Cloud gaming and App Store: Apple accused of anti-competitive practices

The ban on cloud gaming services on the App Store and the requirement to use WebKit have been deemed anti-competitive by the UK competition watchdog.


For several years, Apple has been in the sights of several public authorities ensuring good competition. This week, the UK Competition and Markets Authority (CMA) publishes an investigation into complaints antitrust against Apple and Google. She said Apple’s practices for cloud gaming on the App Store and WebKit for web browsers on iOS are anti-competitive.

Several investigations on Apple and Google

A survey of more than 350 pages published by the CMA and taken up by 9to5Macwhich states:

The study found that Apple and Google have an effective duopoly on mobile ecosystems that allows them to exert a stranglehold on these markets, which include operating systems, app stores and web browsers on devices. mobiles.

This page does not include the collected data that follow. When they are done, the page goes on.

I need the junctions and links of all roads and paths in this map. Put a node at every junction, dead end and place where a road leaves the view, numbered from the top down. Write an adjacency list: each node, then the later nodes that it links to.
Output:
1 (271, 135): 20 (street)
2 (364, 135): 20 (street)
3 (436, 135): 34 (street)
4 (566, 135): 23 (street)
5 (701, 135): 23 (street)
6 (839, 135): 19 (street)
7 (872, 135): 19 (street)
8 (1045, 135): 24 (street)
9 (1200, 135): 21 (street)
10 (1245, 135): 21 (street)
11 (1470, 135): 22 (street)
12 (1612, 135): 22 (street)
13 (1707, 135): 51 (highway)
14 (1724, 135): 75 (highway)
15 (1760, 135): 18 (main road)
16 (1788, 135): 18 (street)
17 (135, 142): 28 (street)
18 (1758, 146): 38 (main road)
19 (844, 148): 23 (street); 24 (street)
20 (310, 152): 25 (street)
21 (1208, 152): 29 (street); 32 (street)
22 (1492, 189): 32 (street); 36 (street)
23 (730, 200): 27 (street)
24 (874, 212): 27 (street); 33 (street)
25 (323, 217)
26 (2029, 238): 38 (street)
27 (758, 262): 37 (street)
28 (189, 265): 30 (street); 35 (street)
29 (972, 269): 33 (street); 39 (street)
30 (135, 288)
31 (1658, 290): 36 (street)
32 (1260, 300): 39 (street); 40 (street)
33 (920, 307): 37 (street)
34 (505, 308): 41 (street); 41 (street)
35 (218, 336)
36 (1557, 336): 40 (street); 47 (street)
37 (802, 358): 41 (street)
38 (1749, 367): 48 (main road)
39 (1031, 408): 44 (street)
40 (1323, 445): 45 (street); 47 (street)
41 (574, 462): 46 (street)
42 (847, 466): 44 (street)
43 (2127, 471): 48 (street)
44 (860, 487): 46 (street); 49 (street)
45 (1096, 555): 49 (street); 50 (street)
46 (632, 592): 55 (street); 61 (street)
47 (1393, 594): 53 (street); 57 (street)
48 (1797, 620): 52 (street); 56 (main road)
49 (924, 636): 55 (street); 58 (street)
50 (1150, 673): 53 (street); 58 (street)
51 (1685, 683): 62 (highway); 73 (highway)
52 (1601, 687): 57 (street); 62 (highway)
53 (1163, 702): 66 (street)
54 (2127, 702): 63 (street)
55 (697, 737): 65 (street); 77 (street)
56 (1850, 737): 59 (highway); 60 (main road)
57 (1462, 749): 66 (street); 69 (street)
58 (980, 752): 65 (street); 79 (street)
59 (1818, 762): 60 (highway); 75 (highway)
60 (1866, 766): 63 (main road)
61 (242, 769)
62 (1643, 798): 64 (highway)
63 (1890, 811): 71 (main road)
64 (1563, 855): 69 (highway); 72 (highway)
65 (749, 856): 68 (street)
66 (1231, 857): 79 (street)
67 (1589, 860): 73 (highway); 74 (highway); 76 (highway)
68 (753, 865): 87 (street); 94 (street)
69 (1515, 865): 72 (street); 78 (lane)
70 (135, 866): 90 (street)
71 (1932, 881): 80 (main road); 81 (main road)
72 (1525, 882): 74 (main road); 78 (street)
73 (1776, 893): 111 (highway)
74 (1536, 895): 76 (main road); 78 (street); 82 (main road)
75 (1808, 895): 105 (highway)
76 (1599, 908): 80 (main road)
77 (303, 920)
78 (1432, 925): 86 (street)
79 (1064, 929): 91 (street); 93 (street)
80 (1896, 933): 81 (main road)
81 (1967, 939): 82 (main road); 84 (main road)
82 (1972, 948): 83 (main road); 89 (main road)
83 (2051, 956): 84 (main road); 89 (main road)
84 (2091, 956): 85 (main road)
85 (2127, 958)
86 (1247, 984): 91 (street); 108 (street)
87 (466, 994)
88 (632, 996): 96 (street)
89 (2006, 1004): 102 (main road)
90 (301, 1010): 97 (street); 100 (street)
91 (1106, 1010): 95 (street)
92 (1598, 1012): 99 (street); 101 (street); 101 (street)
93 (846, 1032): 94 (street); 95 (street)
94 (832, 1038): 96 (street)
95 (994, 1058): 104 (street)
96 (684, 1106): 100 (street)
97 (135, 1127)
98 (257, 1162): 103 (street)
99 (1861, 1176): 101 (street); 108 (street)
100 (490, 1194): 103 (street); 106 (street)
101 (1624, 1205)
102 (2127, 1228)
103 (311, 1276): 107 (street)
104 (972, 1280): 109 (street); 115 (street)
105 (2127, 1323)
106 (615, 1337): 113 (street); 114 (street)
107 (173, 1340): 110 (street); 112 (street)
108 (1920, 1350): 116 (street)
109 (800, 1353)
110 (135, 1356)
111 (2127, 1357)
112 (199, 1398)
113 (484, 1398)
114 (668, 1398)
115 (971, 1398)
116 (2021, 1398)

Without intervention, both companies are likely to maintain or even strengthen their grip on the sector, further restricting competition and limiting incentives for innovators. »

This investigation not only studied the policy of Apple, but also that of Google, which is not to be outdone on anti-competitive practices. Incidentally, the UK Competition and Markets Authority has launched a study on payment terms in app on the Play Store.

This is not the only investigation conducted by the CMA at the moment. The authority has been working on the terms and conditions imposed by Apple on developers since March 2021.

Cloud gaming banned by the App Store

Currently, cloud gaming apps are not available on the App Store and it’s not the fault of the developers. In fact Apple bans them on its application store to only make available its Arcade subscription service. Enough to take advantage of a few more dollars and avoid being overtaken by the competition.

This is precisely what is pointed out by the British Competition and Markets Authority, arguing that these applications ” could pose a real threat to Apple’s strong position in app distribution “. She adds that Apple risks depriving mobile users of all the advantages of cloud gaming “.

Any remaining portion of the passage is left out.